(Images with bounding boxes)
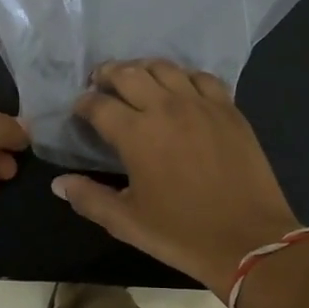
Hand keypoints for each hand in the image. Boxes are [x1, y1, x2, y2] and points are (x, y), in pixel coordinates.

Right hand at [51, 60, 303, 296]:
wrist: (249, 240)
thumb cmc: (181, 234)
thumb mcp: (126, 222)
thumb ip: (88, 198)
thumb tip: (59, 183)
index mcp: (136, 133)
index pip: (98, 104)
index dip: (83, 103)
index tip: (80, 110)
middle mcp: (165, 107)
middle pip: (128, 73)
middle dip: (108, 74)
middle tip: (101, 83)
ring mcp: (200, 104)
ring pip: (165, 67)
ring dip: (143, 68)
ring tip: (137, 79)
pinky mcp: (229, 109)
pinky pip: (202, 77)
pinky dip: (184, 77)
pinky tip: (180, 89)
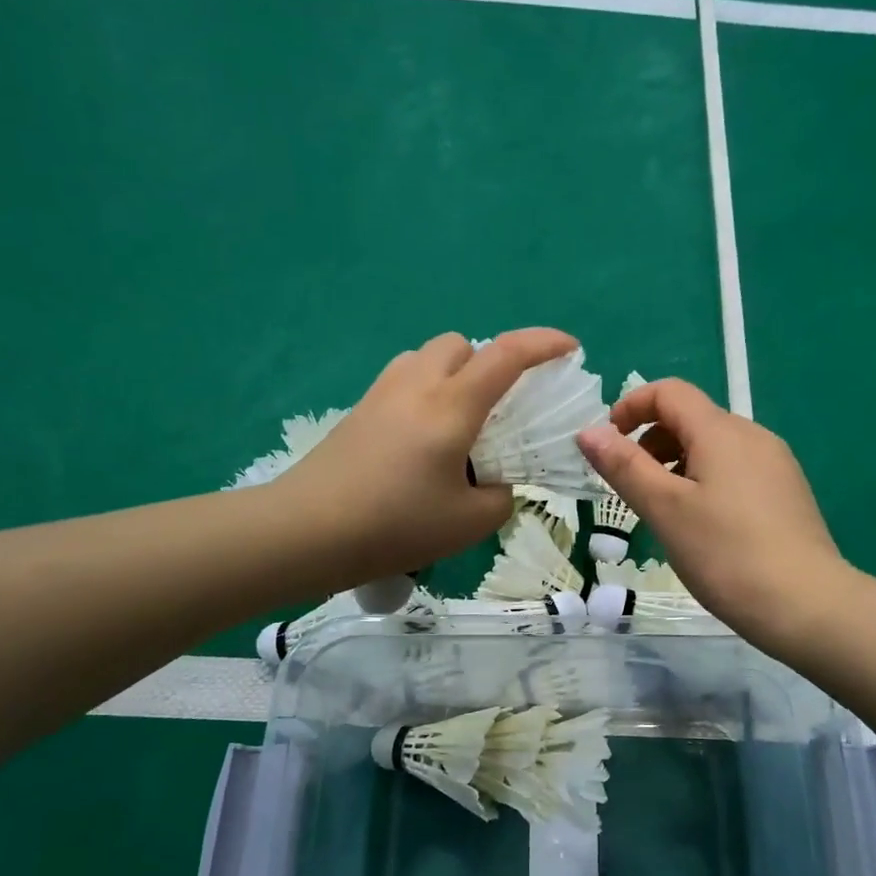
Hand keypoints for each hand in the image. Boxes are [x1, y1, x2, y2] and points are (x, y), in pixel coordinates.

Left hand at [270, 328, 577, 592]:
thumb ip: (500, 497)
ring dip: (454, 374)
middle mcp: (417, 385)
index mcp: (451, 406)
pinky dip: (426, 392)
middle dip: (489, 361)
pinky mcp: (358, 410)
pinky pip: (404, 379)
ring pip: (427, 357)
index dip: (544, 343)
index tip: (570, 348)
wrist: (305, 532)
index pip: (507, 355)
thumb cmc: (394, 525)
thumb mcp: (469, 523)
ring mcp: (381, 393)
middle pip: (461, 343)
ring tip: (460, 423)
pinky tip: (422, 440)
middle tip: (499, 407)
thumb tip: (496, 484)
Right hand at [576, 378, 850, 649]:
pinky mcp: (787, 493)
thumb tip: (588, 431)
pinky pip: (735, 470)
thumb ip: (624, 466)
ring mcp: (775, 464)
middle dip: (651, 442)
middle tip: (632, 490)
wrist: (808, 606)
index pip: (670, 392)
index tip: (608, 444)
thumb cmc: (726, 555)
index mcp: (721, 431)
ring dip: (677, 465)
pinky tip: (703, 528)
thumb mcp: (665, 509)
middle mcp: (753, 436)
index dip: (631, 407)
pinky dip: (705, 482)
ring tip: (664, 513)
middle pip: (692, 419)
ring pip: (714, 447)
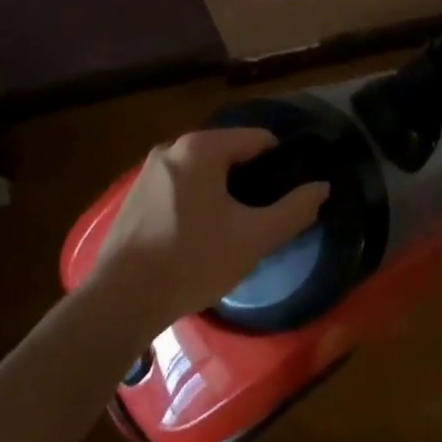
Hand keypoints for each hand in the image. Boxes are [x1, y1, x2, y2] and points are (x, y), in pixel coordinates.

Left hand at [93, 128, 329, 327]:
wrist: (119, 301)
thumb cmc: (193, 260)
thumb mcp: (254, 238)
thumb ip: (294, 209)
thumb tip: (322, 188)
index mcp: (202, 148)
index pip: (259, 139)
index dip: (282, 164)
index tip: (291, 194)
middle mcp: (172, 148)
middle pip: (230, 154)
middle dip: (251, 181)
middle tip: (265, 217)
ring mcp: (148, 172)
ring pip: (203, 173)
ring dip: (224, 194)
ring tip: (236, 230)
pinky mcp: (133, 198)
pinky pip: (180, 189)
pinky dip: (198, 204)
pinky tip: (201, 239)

WHAT IS REQUIRED: Copy every line above that holds the word "hand".

OUTPUT OF THE TASK:
Hand keypoints for each hand in the image. Boxes are [x1, y1, x2, y2] and points are (x, y), in pixel coordinates.
Right hand at [51, 60, 303, 296]:
Hand keypoints for each hand in the image. Boxes are [x1, y1, x2, y2] and points are (x, y), in pixel coordinates.
Left hand at [270, 328, 577, 592]:
Right hand at [576, 378, 850, 649]:
Hand keypoints for each hand in the image. Boxes are [x1, y1, x2, y2] and points are (x, y), in pixel coordinates.
Left hand at [93, 128, 329, 327]:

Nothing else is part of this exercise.